Die Kanzlerin lässt sich Zeit. Fünfeinhalb Stunden ist die Entscheidung der Briten, die EU zu verlassen, schon in der Welt. Erst kurz vor 12.45 Uhr tritt Angela Merkel in Berlin vor die Kameras. Ein freundliches «Guten Tag», trotz allem, dann liest sie eine genau ausformulierte Erklärung vom Blatt, die erkennbar der allgemeinen Beruhigung dienen soll – getreu dem alten britischen Motto «Keep calm and carry on» («Ruhig bleiben und weitermachen»).

Zumindest soweit das an einem so schwarzen Freitag überhaupt möglich ist. Merkel macht aus dem Ernst der Lage auch keinen Hehl. «Es gibt nichts darum herumzureden: Der heutige Tag ist ein Einschnitt für Europa.» Alles Weitere hänge nun entscheidend davon ab, ob sich die künftig nur noch 27 EU-Mitglieder als «willens und fähig» erweisen, «keine schnellen und einfachen Beschlüsse zu ziehen, die Europa nur weiter spalten würden».

Da klingen Zweifel durch. Die Kanzlerin weiß, dass ohne die Briten – die für die Deutschen nicht nur wichtiger Partner, sondern auch Gegengewicht waren – die innere Balance der EU ins Rutschen kommt. Eine Union minus Großbritannien wird die ohnehin schon gestiegene Sorge vor einer deutschen Übermacht nochmals verstärken. Deshalb ihre Empfehlung: «Mit Ruhe und Besonnenheit zu analysieren, zu bewerten und gemeinsam die richtigen Entscheidungen zu treffen.»

Aber einfach wird das nicht, auch nicht in der eigenen Koalition. Auf einen gemeinsamen Auftritt – was der Situation vielleicht angemessen gewesen wäre – verzichten Merkel und ihre SPD-Minister. Die CDU-Vorsitzende äußert sich solo im Kanzleramt, Vizekanzler Sigmar Gabriel im Bundestag, Außenminister Frank-Walter Steinmeier in Luxemburg. Dessen Rat: «Wir dürfen weder in Hysterie noch in Schockstarre verfallen.»

Für diesen Samstag hat der Außenminister die Kollegen aus den anderen «Gründerstaaten» der EU in die Villa Borsig eingeladen, das Gästehaus des Auswärtigen Amts: Frankreich, Italien und die Benelux-Staaten. Von dem Sechser-Kreis soll es dann eine Erklärung mit Vorschlägen geben, wie es nun weitergehen könnte. Mehr Integrationsschritte, jetzt erst recht? Oder nun erst einmal versuchen, den Status Quo zu wahren?

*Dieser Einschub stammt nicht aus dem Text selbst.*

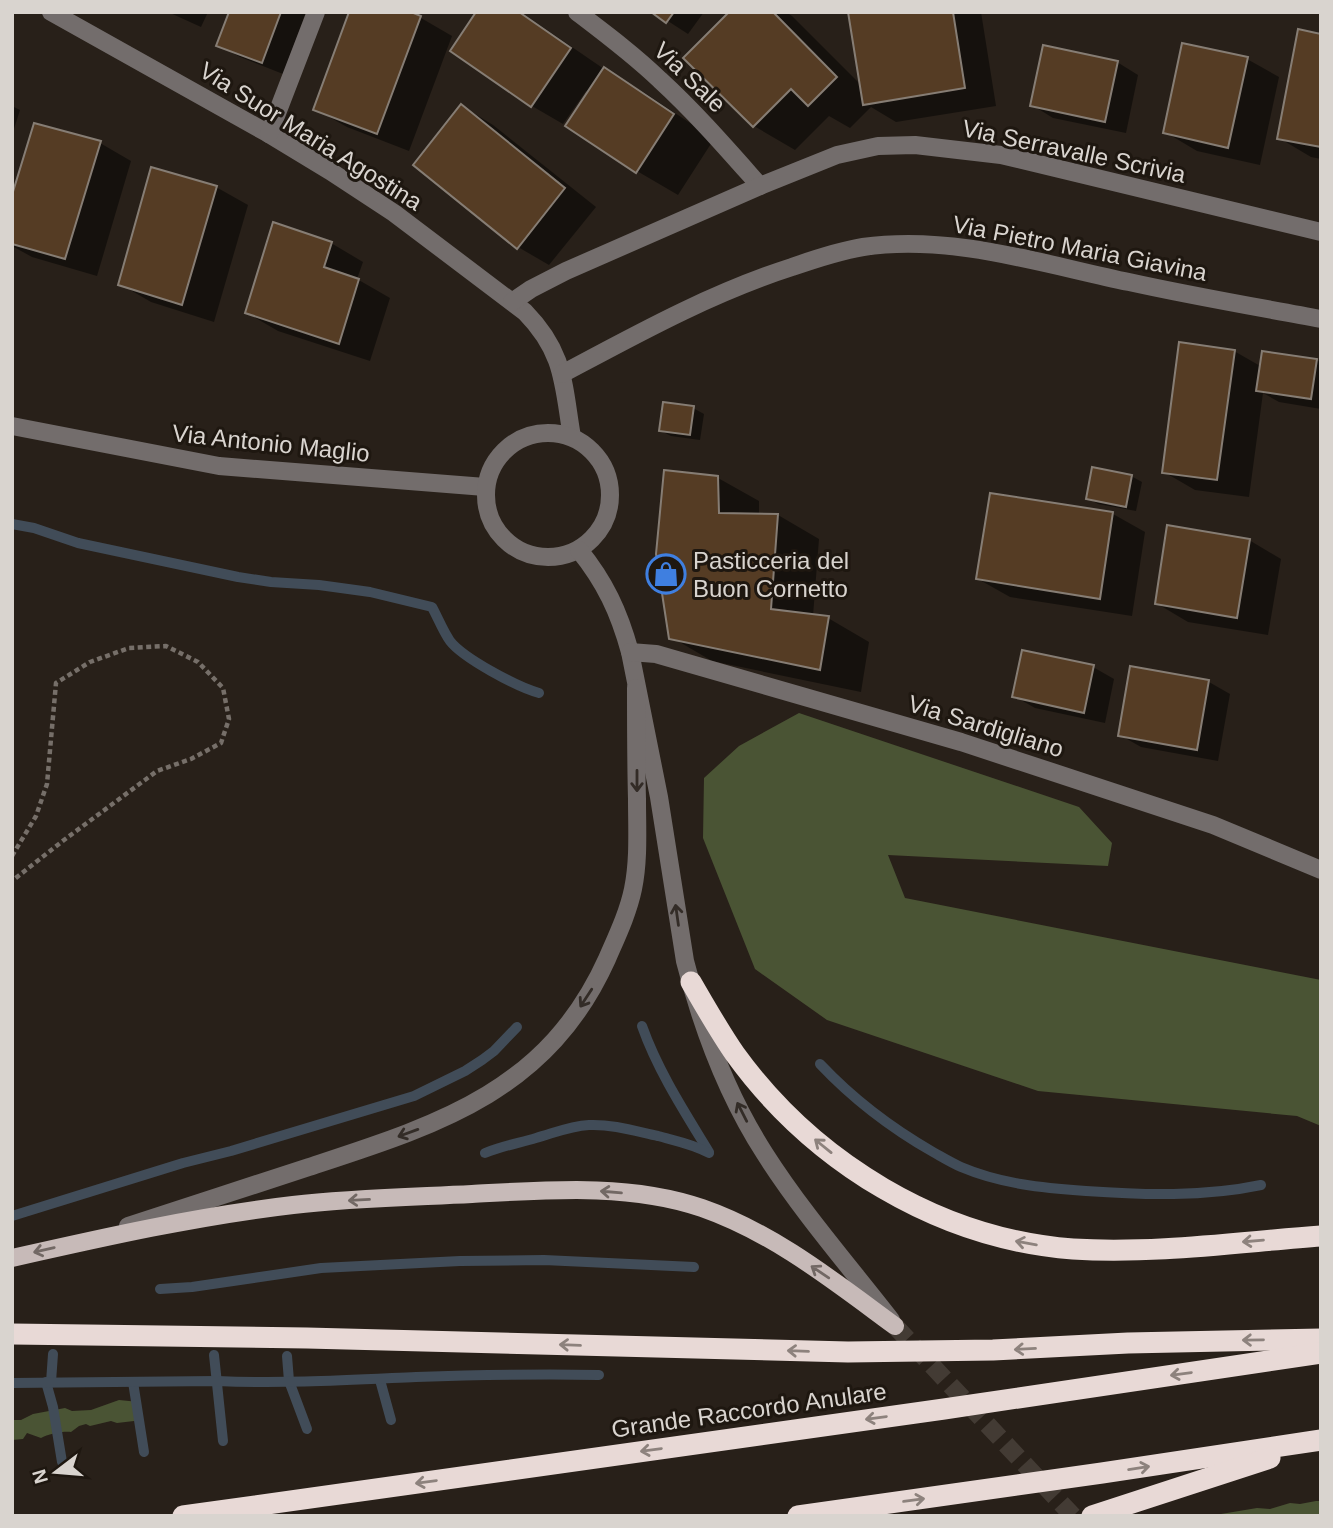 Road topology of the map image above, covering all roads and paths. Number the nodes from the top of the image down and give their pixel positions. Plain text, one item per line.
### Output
1 (316, 12) edge
2 (577, 12) edge
3 (60, 14) edge
4 (269, 135) junction
5 (760, 186) junction
6 (1321, 232) edge
7 (512, 302) junction
8 (1321, 319) edge
9 (562, 374) junction
10 (12, 426) edge
11 (572, 437) junction
12 (485, 487) junction
13 (579, 550) junction
14 (630, 652) junction
15 (636, 688) junction
16 (12, 856) edge
17 (1321, 870) edge
18 (12, 881) edge
19 (691, 982) junction
20 (1321, 1236) edge
21 (76, 1243) junction
22 (12, 1258) edge
23 (895, 1326) joint
24 (12, 1334) edge
25 (1321, 1339) edge
26 (1321, 1353) edge
27 (1321, 1441) edge
28 (183, 1516) edge
29 (798, 1516) edge
30 (1092, 1516) edge

1 - 4 street
2 - 5 street, Via Sale
3 - 4 street, Via Suor Maria Agostina
4 - 7 street, Via Suor Maria Agostina
5 - 6 street, Via Serravalle Scrivia
5 - 7 street, Via Serravalle Scrivia
7 - 9 street, Via Suor Maria Agostina
8 - 9 street, Via Pietro Maria Giavina
9 - 11 street, Via Suor Maria Agostina
10 - 12 street, Via Antonio Maglio
11 - 12 street
11 - 13 street
12 - 13 street
13 - 14 street
14 - 15 street
14 - 17 street, Via Sardigliano
19 -> 15 street
15 -> 21 street
16 - 18 path
20 -> 19 highway
23 -> 19 street
21 -> 22 main road
23 -> 21 main road
25 -> 24 highway
26 -> 28 highway, Grande Raccordo Anulare
29 -> 27 highway
27 - 30 highway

Die Deutschen neigen zu Letzterem.

Das Treffen in kleinem Zirkel wird in anderen Hauptstädten misstrauisch beäugt – so sind die Zeiten in der EU. «Wir brauchen jetzt nicht noch mehr Spaltung», sagt ein Diplomat aus einem der neueren EU-Mitgliedsländer im Osten. Aber auch Merkel warnte – am Tag der Volksabstimmung – schon vor der Bildung neuer «Untergruppen». Das war ziemlich deutlich auf den eigenen Außenminister gemünzt.

Wie es um das Klima in der großen Koalition steht, zeigt auch Gabriels Reaktion auf den Brexit-Beschluss. Die SPD-Chef verlangt als Folge einen Kurswechsel in der Europapolitik, weniger «erhobene Zeigefinger» aus Berlin, mehr Investitionen statt reiner Sparpolitik. Die eigenen Leute meinte er damit nicht. Gabriel war übrigens der erste, der sich am Morgen zu Wort meldete. Schon um 06.19 Uhr twitterte er: «Damn (Verdammt)! Ein schlechter Tag für Europa.»

Merkel hatte die entscheidende Phase der Auszählung in ihrer Wohnung verfolgt. Dort noch begann sie mit der Krisendiplomatie am Telefon. Auch als sie kurz vor 08.00 Uhr im Kanzleramt eintraf, hatte sie das Handy am Ohr. Kurz darauf tagte ihr Küchenkabinett. Bevor sie vor die Presse ging, holte sie dann die Partei- und Fraktionschefs zu sich. So etwas macht Merkel nur, wenn die Lage tatsächlich schwierig ist.

Die nächsten Tage wird sie nun wieder im Krisenmodus sein. Am Montag kommen Frankreichs Präsident François Hollande, Italiens Regierungschef Matteo Renzi sowie EU-Ratspräsident Donald Tusk zu Gesprächen in unterschiedlichen Runden nach Berlin. Am Dienstag beginnt in Brüssel der erste EU-Gipfel der neuen Zeit. Am Ende ist Briten-Premier David Cameron möglicherweise schon nicht mehr dabei.

Die Trennungsverhandlungen mit London werden auch für Berlin Neuland sein – Beitrittsgespräche rückwärts sozusagen. Ein Vorbild dafür gibt es nicht. Vom Brexit-Beschluss wurde die Bundesregierung aber natürlich nicht komplett überrascht. Es gibt sogar manche in Berlin, die sagen: «Wir waren auf den Brexit besser vorbereitet als für den Fall, dass die Briten drinbleiben.»

Wie allerdings der Plan B nun genau aussieht, darüber verrät Merkel noch nichts – und auch die anderen nicht. Die Erwartungen jedenfalls sind groß, auch außerhalb Europas. Der frühere US-Spitzendiplomat Nicholas Burns, heute Professor, sieht die Kanzlerin vor einer «historischen Aufgabe»: «Wird sie, wird Deutschland es schaffen, die EU neu zu formen?» Sein amerikanischer Kollege Steven Hill erhob Merkel soeben zur «De-Facto-Premierministerin Europas».

Mit Blick auf solche Stimmen sagte Merkel lediglich: «Deutschland hat ein besonderes Interesse und eine besondere Verantwortung, dass die europäische Einigung gelingt.» Die Kanzlerin weiß, dass sie anderswo in Europa inzwischen auch als Hassfigur gilt. Zuhause versucht die AfD, sie zu einer der Hauptschuldigen für den Brexit zu machen. Parteivize Alexander Gauland: «Frau Merkel hat mit ihren offenen Grenzen die Briten aus der Europäischen Union vertrieben.»

Am Freitagnachmittag, kurz nach 17.00 Uhr, ist die Kanzlerin zunächst aber mal bei einem anderen Thema, an einem anderen Ort gefragt: Klausurtagung der Spitzen von CDU und CSU in Potsdam, am Templiner See. Bis Samstagmittag wollen die Unionsparteien einen Weg finden, wie sie ihr Zerwürfnis in der Flüchtlingspolitik überwinden können. Im Vergleich zu dem, was in der nächsten Zeit auf Europa zukommen könnte, wirkt das schon wieder ziemlich friedlich.